[Action item] Transcribe every record beneath, precisely as written.

[Source information]
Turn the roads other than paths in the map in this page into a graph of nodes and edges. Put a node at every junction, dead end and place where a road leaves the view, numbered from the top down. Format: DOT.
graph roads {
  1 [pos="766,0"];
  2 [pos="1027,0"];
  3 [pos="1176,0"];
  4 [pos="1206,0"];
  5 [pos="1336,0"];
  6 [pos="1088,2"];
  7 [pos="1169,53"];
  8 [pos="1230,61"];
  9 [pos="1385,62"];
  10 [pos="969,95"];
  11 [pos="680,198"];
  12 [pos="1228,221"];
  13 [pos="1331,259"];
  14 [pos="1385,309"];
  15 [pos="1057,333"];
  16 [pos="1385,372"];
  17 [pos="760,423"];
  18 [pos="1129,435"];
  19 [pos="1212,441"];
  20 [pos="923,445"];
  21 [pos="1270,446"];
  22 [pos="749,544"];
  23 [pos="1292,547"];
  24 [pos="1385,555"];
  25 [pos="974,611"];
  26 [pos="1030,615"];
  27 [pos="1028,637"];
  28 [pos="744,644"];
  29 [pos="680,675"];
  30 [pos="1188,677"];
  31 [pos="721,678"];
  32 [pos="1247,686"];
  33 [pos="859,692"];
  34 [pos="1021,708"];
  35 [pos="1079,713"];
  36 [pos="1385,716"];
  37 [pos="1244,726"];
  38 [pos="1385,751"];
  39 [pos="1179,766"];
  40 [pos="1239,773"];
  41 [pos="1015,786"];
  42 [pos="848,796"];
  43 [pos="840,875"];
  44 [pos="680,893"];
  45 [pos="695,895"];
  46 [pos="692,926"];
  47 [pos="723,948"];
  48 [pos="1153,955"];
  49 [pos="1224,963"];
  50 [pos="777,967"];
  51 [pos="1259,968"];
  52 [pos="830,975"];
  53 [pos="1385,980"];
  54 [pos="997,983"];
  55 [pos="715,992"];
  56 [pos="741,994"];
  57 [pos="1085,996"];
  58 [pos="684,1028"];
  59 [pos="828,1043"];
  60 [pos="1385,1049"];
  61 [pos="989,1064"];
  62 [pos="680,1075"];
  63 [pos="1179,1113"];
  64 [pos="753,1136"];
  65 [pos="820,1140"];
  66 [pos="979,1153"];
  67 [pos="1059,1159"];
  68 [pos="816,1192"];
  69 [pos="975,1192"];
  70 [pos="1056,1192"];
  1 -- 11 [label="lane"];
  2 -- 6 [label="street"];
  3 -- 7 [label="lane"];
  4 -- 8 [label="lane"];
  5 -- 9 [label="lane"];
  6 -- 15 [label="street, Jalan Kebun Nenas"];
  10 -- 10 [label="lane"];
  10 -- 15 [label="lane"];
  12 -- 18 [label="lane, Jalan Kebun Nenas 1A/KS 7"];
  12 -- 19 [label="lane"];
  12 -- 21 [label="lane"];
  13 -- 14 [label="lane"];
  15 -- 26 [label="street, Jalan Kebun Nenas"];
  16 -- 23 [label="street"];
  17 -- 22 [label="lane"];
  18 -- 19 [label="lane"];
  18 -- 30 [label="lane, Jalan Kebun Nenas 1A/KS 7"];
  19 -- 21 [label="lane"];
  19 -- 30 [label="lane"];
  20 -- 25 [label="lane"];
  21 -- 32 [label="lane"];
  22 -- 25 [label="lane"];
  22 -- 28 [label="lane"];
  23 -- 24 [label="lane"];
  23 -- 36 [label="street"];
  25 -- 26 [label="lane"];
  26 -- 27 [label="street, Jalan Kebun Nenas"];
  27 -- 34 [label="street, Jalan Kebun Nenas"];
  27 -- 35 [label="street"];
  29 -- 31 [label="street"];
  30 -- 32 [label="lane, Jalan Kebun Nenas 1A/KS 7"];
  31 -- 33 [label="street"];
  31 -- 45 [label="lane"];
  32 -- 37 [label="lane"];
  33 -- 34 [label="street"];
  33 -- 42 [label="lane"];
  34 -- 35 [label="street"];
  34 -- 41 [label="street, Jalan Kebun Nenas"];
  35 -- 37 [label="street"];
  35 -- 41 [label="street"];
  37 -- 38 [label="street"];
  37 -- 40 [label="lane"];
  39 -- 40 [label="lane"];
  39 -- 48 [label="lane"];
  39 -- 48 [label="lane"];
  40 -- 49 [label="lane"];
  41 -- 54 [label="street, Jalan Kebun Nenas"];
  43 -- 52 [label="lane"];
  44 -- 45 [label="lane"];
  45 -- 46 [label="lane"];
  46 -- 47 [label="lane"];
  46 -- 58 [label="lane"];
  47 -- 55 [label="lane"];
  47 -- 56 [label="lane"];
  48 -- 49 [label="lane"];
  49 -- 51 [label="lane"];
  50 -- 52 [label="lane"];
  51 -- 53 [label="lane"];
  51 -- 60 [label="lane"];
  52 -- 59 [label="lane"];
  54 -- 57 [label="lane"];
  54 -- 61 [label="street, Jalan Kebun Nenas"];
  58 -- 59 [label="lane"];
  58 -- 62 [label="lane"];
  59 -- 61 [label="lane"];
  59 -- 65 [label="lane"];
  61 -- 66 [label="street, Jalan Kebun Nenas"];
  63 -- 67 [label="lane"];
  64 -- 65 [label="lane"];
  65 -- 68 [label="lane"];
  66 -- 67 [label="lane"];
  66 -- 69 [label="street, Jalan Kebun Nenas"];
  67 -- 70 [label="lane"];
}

[Answer section]
Turn the roads other than paths in the map in this page into a graph of nodes and edges. Put a node at every junction, dead end and place where a road leaves the view, numbered from the top down. Format: DOT.
graph roads {
  1 [pos="766,0"];
  2 [pos="1027,0"];
  3 [pos="1176,0"];
  4 [pos="1206,0"];
  5 [pos="1336,0"];
  6 [pos="1088,2"];
  7 [pos="1169,53"];
  8 [pos="1230,61"];
  9 [pos="1385,62"];
  10 [pos="969,95"];
  11 [pos="680,198"];
  12 [pos="1228,221"];
  13 [pos="1331,259"];
  14 [pos="1385,309"];
  15 [pos="1057,333"];
  16 [pos="1385,372"];
  17 [pos="760,423"];
  18 [pos="1129,435"];
  19 [pos="1212,441"];
  20 [pos="923,445"];
  21 [pos="1270,446"];
  22 [pos="749,544"];
  23 [pos="1292,547"];
  24 [pos="1385,555"];
  25 [pos="974,611"];
  26 [pos="1030,615"];
  27 [pos="1028,637"];
  28 [pos="744,644"];
  29 [pos="680,675"];
  30 [pos="1188,677"];
  31 [pos="721,678"];
  32 [pos="1247,686"];
  33 [pos="859,692"];
  34 [pos="1021,708"];
  35 [pos="1079,713"];
  36 [pos="1385,716"];
  37 [pos="1244,726"];
  38 [pos="1385,751"];
  39 [pos="1179,766"];
  40 [pos="1239,773"];
  41 [pos="1015,786"];
  42 [pos="848,796"];
  43 [pos="840,875"];
  44 [pos="680,893"];
  45 [pos="695,895"];
  46 [pos="692,926"];
  47 [pos="723,948"];
  48 [pos="1153,955"];
  49 [pos="1224,963"];
  50 [pos="777,967"];
  51 [pos="1259,968"];
  52 [pos="830,975"];
  53 [pos="1385,980"];
  54 [pos="997,983"];
  55 [pos="715,992"];
  56 [pos="741,994"];
  57 [pos="1085,996"];
  58 [pos="684,1028"];
  59 [pos="828,1043"];
  60 [pos="1385,1049"];
  61 [pos="989,1064"];
  62 [pos="680,1075"];
  63 [pos="1179,1113"];
  64 [pos="753,1136"];
  65 [pos="820,1140"];
  66 [pos="979,1153"];
  67 [pos="1059,1159"];
  68 [pos="816,1192"];
  69 [pos="975,1192"];
  70 [pos="1056,1192"];
  1 -- 11 [label="lane"];
  2 -- 6 [label="street"];
  3 -- 7 [label="lane"];
  4 -- 8 [label="lane"];
  5 -- 9 [label="lane"];
  6 -- 15 [label="street, Jalan Kebun Nenas"];
  10 -- 10 [label="lane"];
  10 -- 15 [label="lane"];
  12 -- 18 [label="lane, Jalan Kebun Nenas 1A/KS 7"];
  12 -- 19 [label="lane"];
  12 -- 21 [label="lane"];
  13 -- 14 [label="lane"];
  15 -- 26 [label="street, Jalan Kebun Nenas"];
  16 -- 23 [label="street"];
  17 -- 22 [label="lane"];
  18 -- 19 [label="lane"];
  18 -- 30 [label="lane, Jalan Kebun Nenas 1A/KS 7"];
  19 -- 21 [label="lane"];
  19 -- 30 [label="lane"];
  20 -- 25 [label="lane"];
  21 -- 32 [label="lane"];
  22 -- 25 [label="lane"];
  22 -- 28 [label="lane"];
  23 -- 24 [label="lane"];
  23 -- 36 [label="street"];
  25 -- 26 [label="lane"];
  26 -- 27 [label="street, Jalan Kebun Nenas"];
  27 -- 34 [label="street, Jalan Kebun Nenas"];
  27 -- 35 [label="street"];
  29 -- 31 [label="street"];
  30 -- 32 [label="lane, Jalan Kebun Nenas 1A/KS 7"];
  31 -- 33 [label="street"];
  31 -- 45 [label="lane"];
  32 -- 37 [label="lane"];
  33 -- 34 [label="street"];
  33 -- 42 [label="lane"];
  34 -- 35 [label="street"];
  34 -- 41 [label="street, Jalan Kebun Nenas"];
  35 -- 37 [label="street"];
  35 -- 41 [label="street"];
  37 -- 38 [label="street"];
  37 -- 40 [label="lane"];
  39 -- 40 [label="lane"];
  39 -- 48 [label="lane"];
  39 -- 48 [label="lane"];
  40 -- 49 [label="lane"];
  41 -- 54 [label="street, Jalan Kebun Nenas"];
  43 -- 52 [label="lane"];
  44 -- 45 [label="lane"];
  45 -- 46 [label="lane"];
  46 -- 47 [label="lane"];
  46 -- 58 [label="lane"];
  47 -- 55 [label="lane"];
  47 -- 56 [label="lane"];
  48 -- 49 [label="lane"];
  49 -- 51 [label="lane"];
  50 -- 52 [label="lane"];
  51 -- 53 [label="lane"];
  51 -- 60 [label="lane"];
  52 -- 59 [label="lane"];
  54 -- 57 [label="lane"];
  54 -- 61 [label="street, Jalan Kebun Nenas"];
  58 -- 59 [label="lane"];
  58 -- 62 [label="lane"];
  59 -- 61 [label="lane"];
  59 -- 65 [label="lane"];
  61 -- 66 [label="street, Jalan Kebun Nenas"];
  63 -- 67 [label="lane"];
  64 -- 65 [label="lane"];
  65 -- 68 [label="lane"];
  66 -- 67 [label="lane"];
  66 -- 69 [label="street, Jalan Kebun Nenas"];
  67 -- 70 [label="lane"];
}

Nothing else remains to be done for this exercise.